Silverio recuerda el encuentro con Lolo el día de Pascua y cree que es el momento de contárselo a Marina.

—Y por qué no me habías dicho nada —exclama Marina un tanto molesta, tras la confesión.

—No quería hacerte daño. No solucionaría nada contándotelo. De hecho, yo intenté hablar con él en varias ocasiones y me rechazó.

—Silverio, analizando lo que me has dicho del encuentro con tu hermano, he llegado a la conclusión de que Lolo siente envidia de ti. Y contra mí tiene algún tipo de resentimiento que no alcanzo a comprender, porque nunca tuve mucho trato con él. Ni cuando éramos jóvenes, ni después, ni ahora. De todas formas, tendríamos que intentar ayudarlo —opina Marina.

—No se deja. Es posible que Reme sea una solución para él.

—Dios te oiga. Sírveme otro poquito de vino —pide Marina. Silverio al retirar la botella después de servirle el vino roza de forma intencionada la mano de Marina, que exclama—: Mi amor, con lo bien que se conocen ya nuestras pieles.

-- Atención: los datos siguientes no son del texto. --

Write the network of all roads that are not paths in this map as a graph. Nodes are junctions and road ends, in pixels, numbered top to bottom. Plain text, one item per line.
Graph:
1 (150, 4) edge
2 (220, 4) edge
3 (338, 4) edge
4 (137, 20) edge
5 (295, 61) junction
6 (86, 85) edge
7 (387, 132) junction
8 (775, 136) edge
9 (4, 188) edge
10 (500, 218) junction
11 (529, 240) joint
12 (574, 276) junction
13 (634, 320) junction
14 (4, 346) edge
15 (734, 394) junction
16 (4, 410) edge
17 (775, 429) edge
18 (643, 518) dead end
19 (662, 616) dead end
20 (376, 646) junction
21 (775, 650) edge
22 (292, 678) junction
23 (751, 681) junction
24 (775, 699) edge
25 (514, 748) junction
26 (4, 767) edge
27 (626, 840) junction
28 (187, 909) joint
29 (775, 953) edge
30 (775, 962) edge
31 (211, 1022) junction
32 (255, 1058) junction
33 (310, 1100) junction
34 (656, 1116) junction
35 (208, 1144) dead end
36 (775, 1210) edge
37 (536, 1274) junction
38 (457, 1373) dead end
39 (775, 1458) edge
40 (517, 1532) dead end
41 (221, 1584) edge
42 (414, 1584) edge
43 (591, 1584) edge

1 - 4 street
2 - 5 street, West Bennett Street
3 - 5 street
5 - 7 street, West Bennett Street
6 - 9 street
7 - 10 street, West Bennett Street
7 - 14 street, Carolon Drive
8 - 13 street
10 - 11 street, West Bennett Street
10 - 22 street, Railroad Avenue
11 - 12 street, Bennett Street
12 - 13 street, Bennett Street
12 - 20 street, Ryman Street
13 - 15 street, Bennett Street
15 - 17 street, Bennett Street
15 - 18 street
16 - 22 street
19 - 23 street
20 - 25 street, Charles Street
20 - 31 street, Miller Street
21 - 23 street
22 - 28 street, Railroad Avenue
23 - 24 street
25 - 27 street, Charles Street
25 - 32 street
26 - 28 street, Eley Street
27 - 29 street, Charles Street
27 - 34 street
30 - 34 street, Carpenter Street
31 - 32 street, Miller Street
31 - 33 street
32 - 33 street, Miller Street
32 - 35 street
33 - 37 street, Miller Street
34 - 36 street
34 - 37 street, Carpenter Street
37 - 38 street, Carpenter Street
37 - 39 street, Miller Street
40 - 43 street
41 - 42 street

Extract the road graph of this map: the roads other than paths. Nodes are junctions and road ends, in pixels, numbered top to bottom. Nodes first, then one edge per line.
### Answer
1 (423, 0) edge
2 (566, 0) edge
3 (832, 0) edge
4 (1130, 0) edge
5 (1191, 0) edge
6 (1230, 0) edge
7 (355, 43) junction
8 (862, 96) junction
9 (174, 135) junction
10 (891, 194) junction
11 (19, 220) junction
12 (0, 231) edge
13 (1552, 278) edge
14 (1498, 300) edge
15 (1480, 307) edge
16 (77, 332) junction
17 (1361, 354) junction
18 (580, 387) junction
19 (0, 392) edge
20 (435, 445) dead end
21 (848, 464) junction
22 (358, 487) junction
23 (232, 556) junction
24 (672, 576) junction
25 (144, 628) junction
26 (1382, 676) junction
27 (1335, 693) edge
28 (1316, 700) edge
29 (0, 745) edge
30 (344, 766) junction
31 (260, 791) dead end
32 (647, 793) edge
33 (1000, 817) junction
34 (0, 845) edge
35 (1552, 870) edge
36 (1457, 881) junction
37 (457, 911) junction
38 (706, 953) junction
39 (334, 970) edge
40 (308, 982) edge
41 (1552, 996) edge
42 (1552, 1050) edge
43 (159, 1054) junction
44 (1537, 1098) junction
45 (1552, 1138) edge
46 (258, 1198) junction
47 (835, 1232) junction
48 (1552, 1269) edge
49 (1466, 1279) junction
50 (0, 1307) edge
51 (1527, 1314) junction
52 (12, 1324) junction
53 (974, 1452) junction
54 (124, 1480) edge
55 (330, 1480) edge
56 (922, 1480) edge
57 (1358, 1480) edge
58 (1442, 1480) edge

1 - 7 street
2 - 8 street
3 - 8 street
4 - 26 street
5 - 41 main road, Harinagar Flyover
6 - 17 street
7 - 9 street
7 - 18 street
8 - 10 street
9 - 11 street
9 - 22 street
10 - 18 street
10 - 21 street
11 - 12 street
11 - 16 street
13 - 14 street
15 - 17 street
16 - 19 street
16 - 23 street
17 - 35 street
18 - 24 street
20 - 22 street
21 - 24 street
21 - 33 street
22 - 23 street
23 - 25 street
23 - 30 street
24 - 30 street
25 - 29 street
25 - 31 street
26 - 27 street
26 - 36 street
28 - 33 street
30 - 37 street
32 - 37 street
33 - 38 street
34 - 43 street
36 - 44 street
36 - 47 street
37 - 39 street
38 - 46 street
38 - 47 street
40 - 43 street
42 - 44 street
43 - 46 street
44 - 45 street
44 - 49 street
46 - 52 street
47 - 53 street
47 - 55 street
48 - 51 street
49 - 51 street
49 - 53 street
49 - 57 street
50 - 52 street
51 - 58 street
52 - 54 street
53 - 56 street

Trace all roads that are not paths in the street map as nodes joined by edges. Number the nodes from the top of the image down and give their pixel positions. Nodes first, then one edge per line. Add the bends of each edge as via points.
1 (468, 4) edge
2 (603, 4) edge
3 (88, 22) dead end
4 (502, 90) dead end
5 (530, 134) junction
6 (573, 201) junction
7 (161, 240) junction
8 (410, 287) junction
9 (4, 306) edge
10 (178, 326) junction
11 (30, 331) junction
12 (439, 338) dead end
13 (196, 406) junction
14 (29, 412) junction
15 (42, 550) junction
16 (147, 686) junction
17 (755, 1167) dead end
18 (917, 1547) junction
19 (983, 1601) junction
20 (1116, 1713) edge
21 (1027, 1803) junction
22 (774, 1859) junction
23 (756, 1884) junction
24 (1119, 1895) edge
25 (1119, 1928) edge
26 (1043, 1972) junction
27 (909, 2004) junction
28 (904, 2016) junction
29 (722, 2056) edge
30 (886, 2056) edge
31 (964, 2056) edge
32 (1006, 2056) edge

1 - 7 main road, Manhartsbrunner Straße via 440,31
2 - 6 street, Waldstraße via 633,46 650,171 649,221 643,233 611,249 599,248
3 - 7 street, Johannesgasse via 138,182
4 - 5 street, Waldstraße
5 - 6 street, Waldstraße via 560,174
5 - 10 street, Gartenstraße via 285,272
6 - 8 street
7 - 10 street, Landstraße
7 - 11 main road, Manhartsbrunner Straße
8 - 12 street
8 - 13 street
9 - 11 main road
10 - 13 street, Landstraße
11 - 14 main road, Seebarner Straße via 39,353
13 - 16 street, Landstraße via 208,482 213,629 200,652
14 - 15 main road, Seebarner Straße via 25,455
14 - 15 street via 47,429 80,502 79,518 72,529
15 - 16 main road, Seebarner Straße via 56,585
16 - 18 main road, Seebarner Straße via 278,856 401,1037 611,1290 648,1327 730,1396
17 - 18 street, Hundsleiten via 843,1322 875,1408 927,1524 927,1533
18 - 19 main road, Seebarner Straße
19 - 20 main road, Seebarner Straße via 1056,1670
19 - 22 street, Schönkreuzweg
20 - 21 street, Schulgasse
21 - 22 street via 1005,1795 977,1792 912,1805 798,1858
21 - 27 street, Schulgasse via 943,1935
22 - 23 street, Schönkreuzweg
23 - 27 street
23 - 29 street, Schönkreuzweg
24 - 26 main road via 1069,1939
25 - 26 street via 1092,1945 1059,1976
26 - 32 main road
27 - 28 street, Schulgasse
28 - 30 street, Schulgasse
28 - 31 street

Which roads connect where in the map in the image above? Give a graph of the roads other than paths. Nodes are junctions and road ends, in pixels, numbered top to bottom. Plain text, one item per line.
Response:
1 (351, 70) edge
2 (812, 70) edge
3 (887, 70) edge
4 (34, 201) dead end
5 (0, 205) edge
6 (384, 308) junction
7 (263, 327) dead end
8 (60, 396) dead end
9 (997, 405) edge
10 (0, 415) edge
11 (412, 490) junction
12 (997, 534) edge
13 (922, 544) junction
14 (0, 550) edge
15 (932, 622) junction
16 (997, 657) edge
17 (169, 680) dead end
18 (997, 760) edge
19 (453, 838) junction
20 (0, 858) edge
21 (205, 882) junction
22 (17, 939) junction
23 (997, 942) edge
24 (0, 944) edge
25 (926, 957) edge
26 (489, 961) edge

Este simple contacto de tu mano ha provocado en mí una corriente de deseo que se ha extendido por todo mi ser.

Silverio la rodea con sus brazos… la besa en el cuello, en la boca.

—Espera, cariño —dice con cierto sofoco Marina.

—Me gustaría fundirme en ti ahora mismo, aquí, en el jardín —pide Silverio.

—Algún día lo haremos, cuando no haya nadie en la casa y solo puedan ver nuestra felicidad el romero y las margaritas. Sosiégate —pide Marina mientras se alisa el cabello y arregla la blusa—. Te imaginas, Silverio, que no estuviéramos juntos y que no nos esperara una noche en común.

—Solo de pensarlo me invade la desolación.